Problem to work on:
Reproduce the data exactly; no word may be added or dropped.
※ ※ ※
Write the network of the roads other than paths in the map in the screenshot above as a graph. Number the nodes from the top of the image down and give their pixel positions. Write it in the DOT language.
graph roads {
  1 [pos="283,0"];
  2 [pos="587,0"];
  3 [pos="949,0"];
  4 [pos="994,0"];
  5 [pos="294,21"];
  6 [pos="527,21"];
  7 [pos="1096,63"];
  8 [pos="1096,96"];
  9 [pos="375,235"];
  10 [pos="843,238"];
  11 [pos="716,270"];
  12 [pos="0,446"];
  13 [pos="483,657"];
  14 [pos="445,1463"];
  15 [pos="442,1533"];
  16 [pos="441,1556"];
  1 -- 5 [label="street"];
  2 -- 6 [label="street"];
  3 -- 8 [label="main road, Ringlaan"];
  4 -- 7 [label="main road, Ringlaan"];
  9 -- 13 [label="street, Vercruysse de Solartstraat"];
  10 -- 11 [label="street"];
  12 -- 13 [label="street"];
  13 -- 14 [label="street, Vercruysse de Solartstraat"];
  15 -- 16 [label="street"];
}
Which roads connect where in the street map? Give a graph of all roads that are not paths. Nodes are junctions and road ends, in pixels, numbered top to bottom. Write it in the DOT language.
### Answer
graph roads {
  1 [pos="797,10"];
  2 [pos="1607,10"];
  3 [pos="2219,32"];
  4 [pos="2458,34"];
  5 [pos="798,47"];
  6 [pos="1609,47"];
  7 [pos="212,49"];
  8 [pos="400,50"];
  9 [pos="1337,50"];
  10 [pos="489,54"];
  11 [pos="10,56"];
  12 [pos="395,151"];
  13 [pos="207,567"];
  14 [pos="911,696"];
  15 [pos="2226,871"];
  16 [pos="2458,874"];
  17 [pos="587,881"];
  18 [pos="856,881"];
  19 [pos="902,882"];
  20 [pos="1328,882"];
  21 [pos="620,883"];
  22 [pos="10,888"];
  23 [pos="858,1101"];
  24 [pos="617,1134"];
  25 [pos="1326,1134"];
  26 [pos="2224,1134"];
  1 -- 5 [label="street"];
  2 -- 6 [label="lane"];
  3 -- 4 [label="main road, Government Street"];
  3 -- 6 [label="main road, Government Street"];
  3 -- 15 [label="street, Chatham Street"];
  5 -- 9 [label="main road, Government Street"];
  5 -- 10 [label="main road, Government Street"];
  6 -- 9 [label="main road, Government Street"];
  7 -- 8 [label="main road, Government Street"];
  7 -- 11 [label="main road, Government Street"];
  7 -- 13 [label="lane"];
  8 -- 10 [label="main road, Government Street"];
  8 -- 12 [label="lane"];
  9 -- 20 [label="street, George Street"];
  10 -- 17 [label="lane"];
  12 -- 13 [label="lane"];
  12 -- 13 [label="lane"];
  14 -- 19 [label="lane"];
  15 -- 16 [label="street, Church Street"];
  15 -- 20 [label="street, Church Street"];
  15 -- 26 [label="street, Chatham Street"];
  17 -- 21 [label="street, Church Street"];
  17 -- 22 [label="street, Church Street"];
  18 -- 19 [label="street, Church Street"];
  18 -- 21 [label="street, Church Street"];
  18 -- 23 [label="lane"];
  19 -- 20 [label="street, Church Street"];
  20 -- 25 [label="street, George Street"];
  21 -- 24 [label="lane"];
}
※ ※ ※
Solution to this task:
Write the network of the roads other than paths in the map in the screenshot above as a graph. Number the nodes from the top of the image down and give their pixel positions. Write it in the DOT language.
graph roads {
  1 [pos="283,0"];
  2 [pos="587,0"];
  3 [pos="949,0"];
  4 [pos="994,0"];
  5 [pos="294,21"];
  6 [pos="527,21"];
  7 [pos="1096,63"];
  8 [pos="1096,96"];
  9 [pos="375,235"];
  10 [pos="843,238"];
  11 [pos="716,270"];
  12 [pos="0,446"];
  13 [pos="483,657"];
  14 [pos="445,1463"];
  15 [pos="442,1533"];
  16 [pos="441,1556"];
  1 -- 5 [label="street"];
  2 -- 6 [label="street"];
  3 -- 8 [label="main road, Ringlaan"];
  4 -- 7 [label="main road, Ringlaan"];
  9 -- 13 [label="street, Vercruysse de Solartstraat"];
  10 -- 11 [label="street"];
  12 -- 13 [label="street"];
  13 -- 14 [label="street, Vercruysse de Solartstraat"];
  15 -- 16 [label="street"];
}
Which roads connect where in the street map? Give a graph of all roads that are not paths. Nodes are junctions and road ends, in pixels, numbered top to bottom. Write it in the DOT language.
### Answer
graph roads {
  1 [pos="797,10"];
  2 [pos="1607,10"];
  3 [pos="2219,32"];
  4 [pos="2458,34"];
  5 [pos="798,47"];
  6 [pos="1609,47"];
  7 [pos="212,49"];
  8 [pos="400,50"];
  9 [pos="1337,50"];
  10 [pos="489,54"];
  11 [pos="10,56"];
  12 [pos="395,151"];
  13 [pos="207,567"];
  14 [pos="911,696"];
  15 [pos="2226,871"];
  16 [pos="2458,874"];
  17 [pos="587,881"];
  18 [pos="856,881"];
  19 [pos="902,882"];
  20 [pos="1328,882"];
  21 [pos="620,883"];
  22 [pos="10,888"];
  23 [pos="858,1101"];
  24 [pos="617,1134"];
  25 [pos="1326,1134"];
  26 [pos="2224,1134"];
  1 -- 5 [label="street"];
  2 -- 6 [label="lane"];
  3 -- 4 [label="main road, Government Street"];
  3 -- 6 [label="main road, Government Street"];
  3 -- 15 [label="street, Chatham Street"];
  5 -- 9 [label="main road, Government Street"];
  5 -- 10 [label="main road, Government Street"];
  6 -- 9 [label="main road, Government Street"];
  7 -- 8 [label="main road, Government Street"];
  7 -- 11 [label="main road, Government Street"];
  7 -- 13 [label="lane"];
  8 -- 10 [label="main road, Government Street"];
  8 -- 12 [label="lane"];
  9 -- 20 [label="street, George Street"];
  10 -- 17 [label="lane"];
  12 -- 13 [label="lane"];
  12 -- 13 [label="lane"];
  14 -- 19 [label="lane"];
  15 -- 16 [label="street, Church Street"];
  15 -- 20 [label="street, Church Street"];
  15 -- 26 [label="street, Chatham Street"];
  17 -- 21 [label="street, Church Street"];
  17 -- 22 [label="street, Church Street"];
  18 -- 19 [label="street, Church Street"];
  18 -- 21 [label="street, Church Street"];
  18 -- 23 [label="lane"];
  19 -- 20 [label="street, Church Street"];
  20 -- 25 [label="street, George Street"];
  21 -- 24 [label="lane"];
}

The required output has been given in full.